Use the world model to synthesize actions that either (a) change the world, or (b) collapse uncertainty cheaply.
Check claims against traces; detect drift; keep outputs auditable and corrigible.
Here is the part that carries the weight. Humans do not merely adapt their internal model to the world; they repeatedly try to reshape the world to match internal models. The hunter does it. Every founder does it. That one capability is what produces disproportionate impact, and also disproportionate failure.
The primary object is a local theory-state: what the system currently believes is going on, what it is holding fixed, what it can express, and what it has actually observed. Internally we represent a theory-state in a compact, typed format (URS), and we track not just "uncertainty," but structured ignorance. In plain words: a running picture of what the system currently believes, what it is holding fixed for now, and what it has actually seen with its own eyes versus what it has only assumed.
"Knowledge is what remains after inquiry. Ignorance is not a residual error term; it is the generative substrate.
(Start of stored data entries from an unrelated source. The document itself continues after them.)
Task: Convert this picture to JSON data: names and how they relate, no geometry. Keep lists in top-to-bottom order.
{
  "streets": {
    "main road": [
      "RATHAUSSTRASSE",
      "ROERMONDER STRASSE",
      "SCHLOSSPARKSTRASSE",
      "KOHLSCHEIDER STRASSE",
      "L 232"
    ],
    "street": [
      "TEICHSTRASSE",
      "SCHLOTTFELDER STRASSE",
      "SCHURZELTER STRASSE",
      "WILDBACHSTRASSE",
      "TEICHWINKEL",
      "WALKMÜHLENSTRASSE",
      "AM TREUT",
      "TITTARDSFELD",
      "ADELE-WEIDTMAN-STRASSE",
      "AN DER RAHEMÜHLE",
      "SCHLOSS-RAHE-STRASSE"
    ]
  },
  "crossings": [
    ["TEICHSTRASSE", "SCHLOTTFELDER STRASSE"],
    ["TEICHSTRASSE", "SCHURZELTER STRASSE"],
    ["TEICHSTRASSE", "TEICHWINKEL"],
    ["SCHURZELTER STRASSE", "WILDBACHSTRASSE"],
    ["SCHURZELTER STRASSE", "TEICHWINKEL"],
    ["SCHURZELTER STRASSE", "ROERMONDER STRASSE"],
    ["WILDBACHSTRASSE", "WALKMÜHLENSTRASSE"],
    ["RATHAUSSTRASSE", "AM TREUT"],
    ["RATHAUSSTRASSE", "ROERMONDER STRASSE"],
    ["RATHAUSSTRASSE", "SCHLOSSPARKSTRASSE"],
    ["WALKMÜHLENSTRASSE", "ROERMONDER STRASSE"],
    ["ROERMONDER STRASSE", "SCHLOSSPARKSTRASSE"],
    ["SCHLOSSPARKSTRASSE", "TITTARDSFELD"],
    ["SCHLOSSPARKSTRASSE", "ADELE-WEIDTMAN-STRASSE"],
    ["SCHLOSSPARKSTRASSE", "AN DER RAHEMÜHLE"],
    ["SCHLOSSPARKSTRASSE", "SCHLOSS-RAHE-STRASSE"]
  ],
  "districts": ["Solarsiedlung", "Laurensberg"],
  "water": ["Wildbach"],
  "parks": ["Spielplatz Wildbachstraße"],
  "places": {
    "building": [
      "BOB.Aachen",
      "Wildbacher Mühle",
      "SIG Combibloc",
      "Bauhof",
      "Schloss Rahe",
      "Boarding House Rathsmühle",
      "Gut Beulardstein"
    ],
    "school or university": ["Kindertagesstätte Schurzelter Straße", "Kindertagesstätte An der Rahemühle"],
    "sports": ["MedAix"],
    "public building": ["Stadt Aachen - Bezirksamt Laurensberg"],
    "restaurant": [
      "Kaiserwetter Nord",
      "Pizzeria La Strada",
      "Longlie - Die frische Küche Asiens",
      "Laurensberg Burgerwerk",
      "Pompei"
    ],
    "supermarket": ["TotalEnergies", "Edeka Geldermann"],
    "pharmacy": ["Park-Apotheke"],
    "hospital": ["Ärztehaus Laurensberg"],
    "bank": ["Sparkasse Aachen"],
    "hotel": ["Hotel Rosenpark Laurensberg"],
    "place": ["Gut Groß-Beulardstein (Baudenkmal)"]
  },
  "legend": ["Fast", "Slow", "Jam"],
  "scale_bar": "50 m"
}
If you can represent the geometry of ignorance, you can engineer inquiry."
[the agent-independent operators]
The calculus of discovery is the agent-independent part of our work: a disciplined way to go from traces to mechanisms and back again, without collapsing into either storytelling (pure narrative) or brute learning (fit-first). It treats inquiry as a sequence of explicit operators:
Propose new variables and mechanisms; move unarticulated regularities into articulated questions.
Design minimum interventions that collapse uncertainty cheaply. This is the agent's single decisive probe: the cheapest experiment that rules a live branch in or out.
Retype traces into stable representations; keep language consistent with data and provenance.
Import external knowledge as traces and representations without forcing it into the model as unquestioned axioms.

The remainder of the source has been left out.